To create a simple tissue 10x10 tissue, you can create a lattice object and initialize the vertices, edges and cells of 

the system. Then, you might create values for the cell volumes directly. You could also create normally distributed

tensions for the edges.

```python

import seapipy as sep

lattice = sep.lattice_class.Lattice(10, 10)

vertices, edges, cells = lattice.create_example_lattice()

volume_values = {k: 500 for k, v in cells.items()}

initial_edges_tensions = lattice.get_normally_distributed_densities(edges)

```



Then, you could create the Surface Evolver object using this variables and then initialize the Surface Evolver slate 

where all the functions will be written into, before saving to disk

```python

se_object = sep.surface_evolver.SurfaceEvolver(vertices, 

                                               edges, 

                                               cells,

                                               initial_edges_tensions, 

                                               volume_values, 

                                               polygonal=False)

se_file = se_object.generate_fe_file()

```



The polygonal=False allows curved edges to exist in the tissue. Now, various Surface Evolver functions might be added 

to the file buffer in the *se_file* variable.

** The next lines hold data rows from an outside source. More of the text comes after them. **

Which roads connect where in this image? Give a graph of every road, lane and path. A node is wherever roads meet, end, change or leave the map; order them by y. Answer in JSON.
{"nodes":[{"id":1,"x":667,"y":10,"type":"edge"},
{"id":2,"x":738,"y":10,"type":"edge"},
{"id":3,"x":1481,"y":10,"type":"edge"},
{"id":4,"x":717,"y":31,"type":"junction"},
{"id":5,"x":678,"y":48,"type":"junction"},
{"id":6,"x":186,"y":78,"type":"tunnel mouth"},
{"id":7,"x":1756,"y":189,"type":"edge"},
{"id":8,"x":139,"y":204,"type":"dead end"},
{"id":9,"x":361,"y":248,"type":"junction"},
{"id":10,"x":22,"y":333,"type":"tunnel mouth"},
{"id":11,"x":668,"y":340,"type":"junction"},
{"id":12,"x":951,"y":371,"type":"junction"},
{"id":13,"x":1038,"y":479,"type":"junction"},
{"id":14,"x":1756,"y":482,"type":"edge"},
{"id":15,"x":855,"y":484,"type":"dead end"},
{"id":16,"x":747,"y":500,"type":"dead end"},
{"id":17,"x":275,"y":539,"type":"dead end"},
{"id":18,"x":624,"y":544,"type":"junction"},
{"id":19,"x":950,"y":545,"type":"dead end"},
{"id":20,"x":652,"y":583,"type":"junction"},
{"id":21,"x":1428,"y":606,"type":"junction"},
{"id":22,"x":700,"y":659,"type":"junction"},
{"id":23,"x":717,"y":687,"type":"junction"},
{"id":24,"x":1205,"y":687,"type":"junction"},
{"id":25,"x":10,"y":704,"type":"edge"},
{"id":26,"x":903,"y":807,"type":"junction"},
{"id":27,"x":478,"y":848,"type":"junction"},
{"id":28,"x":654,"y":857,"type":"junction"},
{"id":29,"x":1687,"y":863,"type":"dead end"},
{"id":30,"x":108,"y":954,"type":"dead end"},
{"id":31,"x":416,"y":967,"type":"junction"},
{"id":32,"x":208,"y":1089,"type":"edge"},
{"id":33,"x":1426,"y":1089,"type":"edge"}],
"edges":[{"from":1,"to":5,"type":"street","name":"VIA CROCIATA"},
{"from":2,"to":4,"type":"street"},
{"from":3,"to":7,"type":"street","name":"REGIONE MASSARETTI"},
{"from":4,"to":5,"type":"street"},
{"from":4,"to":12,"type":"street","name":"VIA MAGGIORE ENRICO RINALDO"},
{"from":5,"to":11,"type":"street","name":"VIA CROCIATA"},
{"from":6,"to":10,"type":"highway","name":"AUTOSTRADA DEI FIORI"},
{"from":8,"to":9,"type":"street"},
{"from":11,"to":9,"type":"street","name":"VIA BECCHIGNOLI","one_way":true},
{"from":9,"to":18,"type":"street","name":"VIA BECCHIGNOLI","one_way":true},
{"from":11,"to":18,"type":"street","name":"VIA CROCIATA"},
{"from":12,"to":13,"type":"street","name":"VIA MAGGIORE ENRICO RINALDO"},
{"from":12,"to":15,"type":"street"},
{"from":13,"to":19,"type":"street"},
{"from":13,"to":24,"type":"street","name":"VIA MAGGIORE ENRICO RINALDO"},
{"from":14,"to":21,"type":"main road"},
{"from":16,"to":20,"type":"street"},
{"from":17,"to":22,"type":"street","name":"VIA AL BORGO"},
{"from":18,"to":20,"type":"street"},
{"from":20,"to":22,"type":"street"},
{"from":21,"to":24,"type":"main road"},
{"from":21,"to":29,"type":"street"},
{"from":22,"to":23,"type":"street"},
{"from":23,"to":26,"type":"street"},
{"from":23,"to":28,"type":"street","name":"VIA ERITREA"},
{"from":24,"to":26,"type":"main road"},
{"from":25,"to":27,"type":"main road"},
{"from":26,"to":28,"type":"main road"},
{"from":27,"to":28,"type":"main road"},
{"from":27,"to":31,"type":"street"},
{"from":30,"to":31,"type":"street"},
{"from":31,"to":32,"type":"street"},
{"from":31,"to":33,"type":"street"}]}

For example we could add an initial relaxing for the tissue with

```python

se_object.initial_relaxing()

```



Afterwards, we could add a saving function to create a checkpoint in the Surface Evolver simulation using

```python

se_object.save_one_step("path/to/saving/checkpoint", "step_")

```



Which would save the state of the Surface Evolver simulation at *"path/to/saving/chekcpoint"* with name *"step_"* followed

by the number of times it has been saved. 

Finally you could save the whole Surface Evolver slate into the disk and run it using

```python

se_object.save_fe_file("SurfaceEvolverFile")

sep.command.run_evolver("path/to/SurfaceEvolverFile", "path/to/SurfaceEvolverExecutable")

```



### How to cite us

[![DOI](https://zenodo.org/badge/DOI/10.5281/zenodo.10809290.svg)](https://doi.org/10.5281/zenodo.10809290)

This tool is also described in [bioRxiv](https://www.biorxiv.org/content/10.1101/2024.05.28.595800v1).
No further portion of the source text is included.